*Work to be completed*
Omit the images, then repeat the listing exactly.

____________________

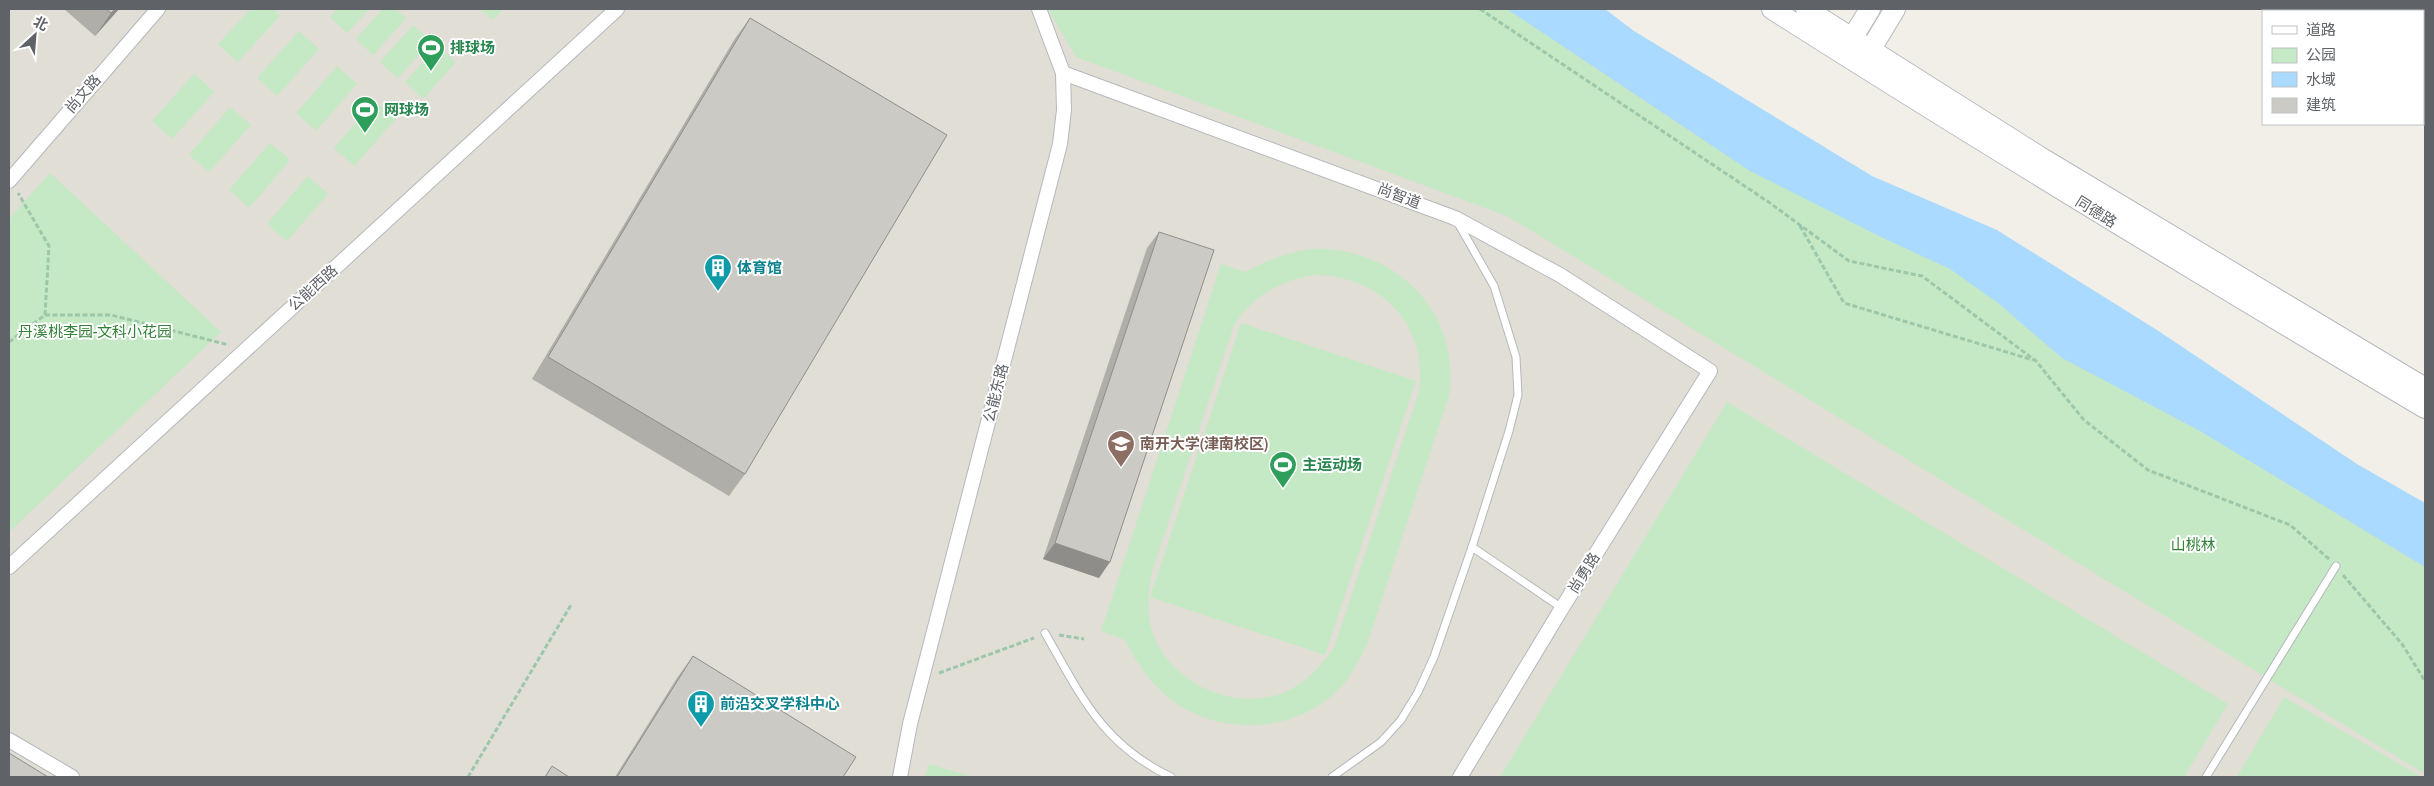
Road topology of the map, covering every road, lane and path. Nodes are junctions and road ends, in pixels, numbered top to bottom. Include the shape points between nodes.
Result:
1 (158, 9) edge
2 (617, 9) edge
3 (1039, 9) edge
4 (1480, 9) edge
5 (1772, 9) edge
6 (1806, 9) edge
7 (1870, 9) edge
8 (1895, 9) edge
9 (1847, 46) junction
10 (1865, 58) junction
11 (1063, 73) junction
12 (9, 180) edge
13 (1455, 218) junction
14 (1798, 224) junction
15 (45, 315) junction
16 (9, 342) edge
17 (245, 350) junction
18 (2036, 361) junction
19 (1710, 370) joint
20 (2425, 388) edge
21 (2425, 408) edge
22 (1472, 547) junction
23 (2336, 566) junction
24 (9, 567) edge
25 (571, 605) dead end
26 (1562, 608) junction
27 (1045, 633) junction
28 (1084, 639) dead end
29 (922, 679) junction
30 (2425, 681) edge
31 (9, 740) edge
32 (72, 777) edge
33 (468, 777) edge
34 (900, 777) edge
35 (1171, 777) edge
36 (1332, 777) edge
37 (1460, 777) edge
38 (2206, 777) edge

1 - 12 street, 尚文路
2 - 17 street, 公能西路
3 - 11 street, 公能东路
4 - 14 path
5 - 9 main road, 同德路
6 - 9 main road, 同德路
7 - 9 main road
8 - 10 main road
9 - 10 main road, 同德路
10 - 20 main road, 同德路 via 2040,157
10 - 21 main road, 同德路 via 2137,237
11 - 13 street, 尚智道
11 - 29 street, 公能东路 via 1064,110 1060,144
12 - 15 path via 49,246
13 - 19 street, 尚智道 via 1560,275
13 - 22 lane via 1497,293 1516,357 1518,395
14 - 18 path via 1849,261 1922,276
14 - 18 path via 1844,303
15 - 16 path
15 - 17 path via 111,315
17 - 24 street, 公能西路
18 - 23 path via 2084,420 2148,470 2290,525
19 - 26 street, 尚勇路
22 - 26 lane
22 - 36 lane via 1434,657 1401,720 1381,742
23 - 30 path via 2402,644
23 - 38 lane
25 - 33 path
26 - 37 street, 尚勇路
27 - 28 path
27 - 29 path
27 - 35 lane via 1090,711 1113,738 1137,758
29 - 34 street, 公能东路
31 - 32 street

____________________

*Answer to the exercise*
Road topology of the map, covering every road, lane and path. Nodes are junctions and road ends, in pixels, numbered top to bottom. Include the shape points between nodes.
Result:
1 (158, 9) edge
2 (617, 9) edge
3 (1039, 9) edge
4 (1480, 9) edge
5 (1772, 9) edge
6 (1806, 9) edge
7 (1870, 9) edge
8 (1895, 9) edge
9 (1847, 46) junction
10 (1865, 58) junction
11 (1063, 73) junction
12 (9, 180) edge
13 (1455, 218) junction
14 (1798, 224) junction
15 (45, 315) junction
16 (9, 342) edge
17 (245, 350) junction
18 (2036, 361) junction
19 (1710, 370) joint
20 (2425, 388) edge
21 (2425, 408) edge
22 (1472, 547) junction
23 (2336, 566) junction
24 (9, 567) edge
25 (571, 605) dead end
26 (1562, 608) junction
27 (1045, 633) junction
28 (1084, 639) dead end
29 (922, 679) junction
30 (2425, 681) edge
31 (9, 740) edge
32 (72, 777) edge
33 (468, 777) edge
34 (900, 777) edge
35 (1171, 777) edge
36 (1332, 777) edge
37 (1460, 777) edge
38 (2206, 777) edge

1 - 12 street, 尚文路
2 - 17 street, 公能西路
3 - 11 street, 公能东路
4 - 14 path
5 - 9 main road, 同德路
6 - 9 main road, 同德路
7 - 9 main road
8 - 10 main road
9 - 10 main road, 同德路
10 - 20 main road, 同德路 via 2040,157
10 - 21 main road, 同德路 via 2137,237
11 - 13 street, 尚智道
11 - 29 street, 公能东路 via 1064,110 1060,144
12 - 15 path via 49,246
13 - 19 street, 尚智道 via 1560,275
13 - 22 lane via 1497,293 1516,357 1518,395
14 - 18 path via 1849,261 1922,276
14 - 18 path via 1844,303
15 - 16 path
15 - 17 path via 111,315
17 - 24 street, 公能西路
18 - 23 path via 2084,420 2148,470 2290,525
19 - 26 street, 尚勇路
22 - 26 lane
22 - 36 lane via 1434,657 1401,720 1381,742
23 - 30 path via 2402,644
23 - 38 lane
25 - 33 path
26 - 37 street, 尚勇路
27 - 28 path
27 - 29 path
27 - 35 lane via 1090,711 1113,738 1137,758
29 - 34 street, 公能东路
31 - 32 street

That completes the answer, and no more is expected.